Effects of exercise on mGluR-mediated glutamatergic transmission in the striatum of hemiparkinsonian rats.

• The dopamine depletion induced excessive glutamatergic transmission in striatum is a leading cause of PD. • Exercise started after dopamine depletion could not exert neuroprotective effects on the dopamine system in PD rats. • Exercise increased mGluR2/3 and inhibited mGluR5 expression which might contribute to attenuating glutamate levels. • mGluR-mediated modulation of glutamatergic transmission in striatum might be partly related to the improvement of the motor. Hyperexcitability in the corticostriatal glutamatergic pathway may have a pivotal role in the pathogenesis of Parkinson's disease (PD).

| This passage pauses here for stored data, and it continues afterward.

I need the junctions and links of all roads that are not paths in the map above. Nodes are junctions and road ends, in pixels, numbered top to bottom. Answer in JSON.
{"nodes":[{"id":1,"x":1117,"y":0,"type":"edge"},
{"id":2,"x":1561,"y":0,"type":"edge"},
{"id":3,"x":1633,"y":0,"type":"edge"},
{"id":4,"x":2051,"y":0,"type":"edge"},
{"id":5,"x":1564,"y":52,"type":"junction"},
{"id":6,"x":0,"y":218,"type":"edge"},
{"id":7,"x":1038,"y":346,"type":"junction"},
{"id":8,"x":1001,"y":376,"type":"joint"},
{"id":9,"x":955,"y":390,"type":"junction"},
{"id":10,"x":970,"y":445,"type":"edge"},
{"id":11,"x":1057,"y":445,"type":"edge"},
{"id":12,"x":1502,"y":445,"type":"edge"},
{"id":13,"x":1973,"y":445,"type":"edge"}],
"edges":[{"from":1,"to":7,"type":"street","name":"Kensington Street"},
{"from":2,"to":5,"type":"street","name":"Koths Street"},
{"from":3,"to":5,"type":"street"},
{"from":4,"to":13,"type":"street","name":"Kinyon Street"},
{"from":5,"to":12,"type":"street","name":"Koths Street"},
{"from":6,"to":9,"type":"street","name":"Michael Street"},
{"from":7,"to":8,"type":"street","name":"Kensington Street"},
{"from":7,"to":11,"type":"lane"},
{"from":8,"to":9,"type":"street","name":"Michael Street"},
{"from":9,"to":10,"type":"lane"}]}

Metabotropic glutamate receptors (mGluRs) modulate glutamate transmission by both pre- and postsynaptic mechanisms, making them attractive targets for modifying pathological changes in the corticostriatal pathway. Exercise reportedly alleviates motor dysfunction and induced neuroplasticity in glutamatergic transmission. Here, the mGluR-mediated plasticity mechanism underlying behavioral improvement by exercise intervention was investigated. The experimental models were prepared by 6-hydroxydopamine injection into the right medial forebrain bundle. The models were evaluated with the apomorphine-induced rotation test. Starting 2 weeks postoperatively, exercise intervention was applied to the PD + Ex group for 4 weeks. The exercise-intervention effects on locomotor behavior, glutamate levels, and mGluR (mGluR2/3 and mGluR5) expression in hemiparkinsonian rats were investigated. The results showed that hemiparkinsonian rats have a significant increase in extracellular glutamate levels in the lesioned-lateral striatum. MGluR2/3 protein expression was reduced while mGluR5 protein expression was increased in the striatum. Notably, treadmill exercise markedly reversed these abnormal changes in the corticostriatal glutamate system and promoted motor performance in PD rats. These findings suggest that mGluR-mediated glutamatergic transmission in the corticostriatal pathway may serve as an attractive target for exercise-induced neuroplasticity in hemiparkinsonian rats. [ABSTRACT FROM AUTHOR]